Retour de flammes et extension de la crise de l’élevage; mobilisation des employés d’EDF à l’annonce d’une réduction de 5% des effectifs sur trois ans. L’actualité des mouvements sociaux de ces derniers jours en France est tout à fait particulière : si les revendications sont sociales, les crises sous-jacentes sont énergétiques et écologiques.
Le retour de flammes (attendu) de la crise de l’élevage nous rappelle que nous assistons, plus largement, à la mise en coupe réglée de l’agriculture française par les marchés européens et mondiaux au nom de l’impératif de compétitivité tel que formulé par l’industrie agro-alimentaire. Le système d’hyper-production agricole aboutit à une catastrophe écologique et donc humaine, économique et sanitaire, débouche sur une contradiction majeure entre le vivant et un mode de production industriel. Si la surface de la crise est sociale, le coeur du problème est écologique – et donc humain.
Les difficultés sociales d’EDF ne sont là encore que la partie émergée d’un iceberg qui marque la faillite du tout-nucléaire dans la production d’électricité en France. La faillite d’AREVA, celle du programme EPR (réacteur à eau pressurisée), les coûts d’entretien exorbitants d’un parc de réacteurs nucléaires vieillissants, l’explosion des coûts liés au stockage des déchets les plus nocifs… sont les manifestations économiques de la faillite d’un modèle (de production, distribution, consommation) énergétique plus du tout en phase avec les capacités d’absorption de la société, de l’environnement et du vivant.

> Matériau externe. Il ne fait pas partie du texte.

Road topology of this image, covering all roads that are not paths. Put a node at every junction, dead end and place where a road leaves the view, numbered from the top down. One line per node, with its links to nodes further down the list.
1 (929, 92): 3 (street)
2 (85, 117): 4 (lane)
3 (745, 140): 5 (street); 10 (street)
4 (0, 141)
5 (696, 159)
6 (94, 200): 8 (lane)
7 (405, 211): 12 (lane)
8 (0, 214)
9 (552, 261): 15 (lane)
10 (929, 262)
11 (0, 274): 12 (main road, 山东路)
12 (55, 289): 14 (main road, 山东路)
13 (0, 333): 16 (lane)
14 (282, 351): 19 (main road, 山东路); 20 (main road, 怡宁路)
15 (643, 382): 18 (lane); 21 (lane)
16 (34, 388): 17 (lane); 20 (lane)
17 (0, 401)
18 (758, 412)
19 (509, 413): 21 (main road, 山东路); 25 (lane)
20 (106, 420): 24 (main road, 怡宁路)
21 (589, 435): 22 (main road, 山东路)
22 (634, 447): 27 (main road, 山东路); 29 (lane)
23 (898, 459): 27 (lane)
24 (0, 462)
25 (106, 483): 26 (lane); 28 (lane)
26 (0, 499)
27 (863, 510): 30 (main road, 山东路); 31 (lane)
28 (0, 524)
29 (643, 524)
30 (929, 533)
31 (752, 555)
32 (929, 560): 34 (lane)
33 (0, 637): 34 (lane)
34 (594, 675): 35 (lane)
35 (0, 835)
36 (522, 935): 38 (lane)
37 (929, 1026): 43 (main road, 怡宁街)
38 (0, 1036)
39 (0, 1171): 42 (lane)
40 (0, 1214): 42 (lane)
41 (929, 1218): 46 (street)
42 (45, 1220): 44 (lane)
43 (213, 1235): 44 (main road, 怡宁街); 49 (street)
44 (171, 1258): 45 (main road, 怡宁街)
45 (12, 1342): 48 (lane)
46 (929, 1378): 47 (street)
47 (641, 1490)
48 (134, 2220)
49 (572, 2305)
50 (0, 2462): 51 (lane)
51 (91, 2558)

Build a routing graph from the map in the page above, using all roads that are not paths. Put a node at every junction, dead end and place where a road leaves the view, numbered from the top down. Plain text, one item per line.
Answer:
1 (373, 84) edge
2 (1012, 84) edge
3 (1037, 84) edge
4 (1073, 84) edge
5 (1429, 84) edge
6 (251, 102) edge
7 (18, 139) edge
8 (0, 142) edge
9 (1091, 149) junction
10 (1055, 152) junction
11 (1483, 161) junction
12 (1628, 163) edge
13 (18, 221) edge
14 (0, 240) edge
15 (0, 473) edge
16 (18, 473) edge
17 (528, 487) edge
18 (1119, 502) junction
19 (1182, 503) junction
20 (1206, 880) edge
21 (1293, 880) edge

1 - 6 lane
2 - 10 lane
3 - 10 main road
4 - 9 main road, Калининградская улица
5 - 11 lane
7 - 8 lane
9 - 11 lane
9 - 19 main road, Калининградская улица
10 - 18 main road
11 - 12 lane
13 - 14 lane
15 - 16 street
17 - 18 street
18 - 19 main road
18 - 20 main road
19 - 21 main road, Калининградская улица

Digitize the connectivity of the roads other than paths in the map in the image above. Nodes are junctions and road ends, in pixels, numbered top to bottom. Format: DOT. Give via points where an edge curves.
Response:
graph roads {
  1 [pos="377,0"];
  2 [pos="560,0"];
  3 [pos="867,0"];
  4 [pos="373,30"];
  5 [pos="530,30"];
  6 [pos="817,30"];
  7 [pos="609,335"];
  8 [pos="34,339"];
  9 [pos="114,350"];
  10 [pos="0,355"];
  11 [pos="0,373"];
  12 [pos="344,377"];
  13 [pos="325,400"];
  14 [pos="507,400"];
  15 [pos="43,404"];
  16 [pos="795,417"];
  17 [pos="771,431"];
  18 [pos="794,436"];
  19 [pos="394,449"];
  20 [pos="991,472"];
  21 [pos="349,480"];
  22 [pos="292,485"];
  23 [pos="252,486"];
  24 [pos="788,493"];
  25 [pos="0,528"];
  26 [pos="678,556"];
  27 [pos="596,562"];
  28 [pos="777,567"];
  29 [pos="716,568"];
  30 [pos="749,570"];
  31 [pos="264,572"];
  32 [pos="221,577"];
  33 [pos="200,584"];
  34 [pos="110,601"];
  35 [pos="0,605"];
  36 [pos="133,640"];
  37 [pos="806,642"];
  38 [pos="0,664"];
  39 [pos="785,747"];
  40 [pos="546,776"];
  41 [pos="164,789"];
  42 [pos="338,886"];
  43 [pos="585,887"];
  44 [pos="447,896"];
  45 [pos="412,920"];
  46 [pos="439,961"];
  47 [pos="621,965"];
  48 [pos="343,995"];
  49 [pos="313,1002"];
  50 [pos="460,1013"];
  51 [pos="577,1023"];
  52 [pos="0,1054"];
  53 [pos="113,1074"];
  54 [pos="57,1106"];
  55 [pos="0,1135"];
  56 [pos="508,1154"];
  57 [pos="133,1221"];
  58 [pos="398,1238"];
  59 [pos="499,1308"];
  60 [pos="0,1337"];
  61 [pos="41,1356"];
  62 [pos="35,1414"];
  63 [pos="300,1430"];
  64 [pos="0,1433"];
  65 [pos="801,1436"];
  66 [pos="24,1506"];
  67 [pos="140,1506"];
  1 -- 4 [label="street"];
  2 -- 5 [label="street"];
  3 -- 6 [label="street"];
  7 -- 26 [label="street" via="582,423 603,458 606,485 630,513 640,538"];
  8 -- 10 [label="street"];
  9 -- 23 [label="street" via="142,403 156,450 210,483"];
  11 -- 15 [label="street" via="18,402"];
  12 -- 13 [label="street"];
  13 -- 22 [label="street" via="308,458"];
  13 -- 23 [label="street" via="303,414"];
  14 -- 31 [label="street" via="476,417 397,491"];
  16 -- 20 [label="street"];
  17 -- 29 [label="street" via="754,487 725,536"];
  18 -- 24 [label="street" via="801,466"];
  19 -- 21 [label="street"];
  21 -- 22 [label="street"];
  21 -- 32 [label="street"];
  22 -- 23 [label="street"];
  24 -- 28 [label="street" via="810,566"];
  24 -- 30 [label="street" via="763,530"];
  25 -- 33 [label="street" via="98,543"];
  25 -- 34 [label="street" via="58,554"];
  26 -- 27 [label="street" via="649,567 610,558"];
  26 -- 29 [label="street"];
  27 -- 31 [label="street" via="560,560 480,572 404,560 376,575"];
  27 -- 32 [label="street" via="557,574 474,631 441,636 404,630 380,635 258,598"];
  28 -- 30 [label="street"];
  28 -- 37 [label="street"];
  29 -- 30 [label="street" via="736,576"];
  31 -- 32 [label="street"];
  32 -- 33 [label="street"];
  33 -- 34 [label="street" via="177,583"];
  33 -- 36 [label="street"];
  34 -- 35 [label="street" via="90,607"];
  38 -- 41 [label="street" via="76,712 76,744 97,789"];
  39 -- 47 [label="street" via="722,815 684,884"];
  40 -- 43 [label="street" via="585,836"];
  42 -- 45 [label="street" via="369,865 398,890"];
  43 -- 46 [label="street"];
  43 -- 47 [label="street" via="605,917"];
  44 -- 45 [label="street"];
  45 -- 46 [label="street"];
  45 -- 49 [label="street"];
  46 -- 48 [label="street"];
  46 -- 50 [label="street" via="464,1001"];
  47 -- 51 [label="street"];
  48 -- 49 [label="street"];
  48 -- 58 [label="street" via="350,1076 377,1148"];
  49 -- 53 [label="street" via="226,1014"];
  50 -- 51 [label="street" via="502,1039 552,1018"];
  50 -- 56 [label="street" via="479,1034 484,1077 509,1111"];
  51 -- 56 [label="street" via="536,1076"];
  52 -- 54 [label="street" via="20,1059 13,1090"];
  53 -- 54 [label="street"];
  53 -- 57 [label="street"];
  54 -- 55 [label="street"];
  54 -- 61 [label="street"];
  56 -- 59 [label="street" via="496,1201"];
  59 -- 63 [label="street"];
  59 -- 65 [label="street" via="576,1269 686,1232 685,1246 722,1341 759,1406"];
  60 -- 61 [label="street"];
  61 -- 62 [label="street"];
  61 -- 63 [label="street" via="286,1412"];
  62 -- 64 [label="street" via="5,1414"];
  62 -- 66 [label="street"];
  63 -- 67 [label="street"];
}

Des fruits de la croissance à ceux du vivant
Aussi les questions sociales posées par les mouvements des éleveurs et des employés d’EDF ne portent donc plus seulement sur la redistribution des fruits de la croissance, ou le partage de la valeur ajoutée (ou des efforts à fournir) : elle touche avant tout au point crucial du modèle de production et par là au rapport entre l’homme et son environnement, entre l’homme et le vivant.
Conséquence : ne les traiter que sous un strict aspect social conduit à une vaine (et sans fin) tentative de réparation sociale de la destruction de ces secteurs.
Faute de politique alimentaire et agricole ambitieuse, avant tout européenne, qui rende viable la transition vers un modèle alternatif respectueux des hommes et de la nature, le gouvernement se perd en annonces successives destinées à éteindre le feu, ou du moins à éviter qu’il ne prenne ..des proportions catastrophiques et incontrôlables.
Faute de politique énergétique tournée vers une transition profonde des modes de production, distribution, consommation – qui constitue en soi une transition économique de première ampleur, au niveau des territoires -, les mesures prises tant par EdF que par le gouvernement se réduisent à des plans de sauvegarde partiels pavant la voie aux suivants.
L’actualité nous dévoile que l’écologique, l’économique et le social sont aujourd’hui indissociables. C’est sur ces différents plans que chaque crise doit être appréhendée, faute de quoi l’action politique perdra toute crédibilité.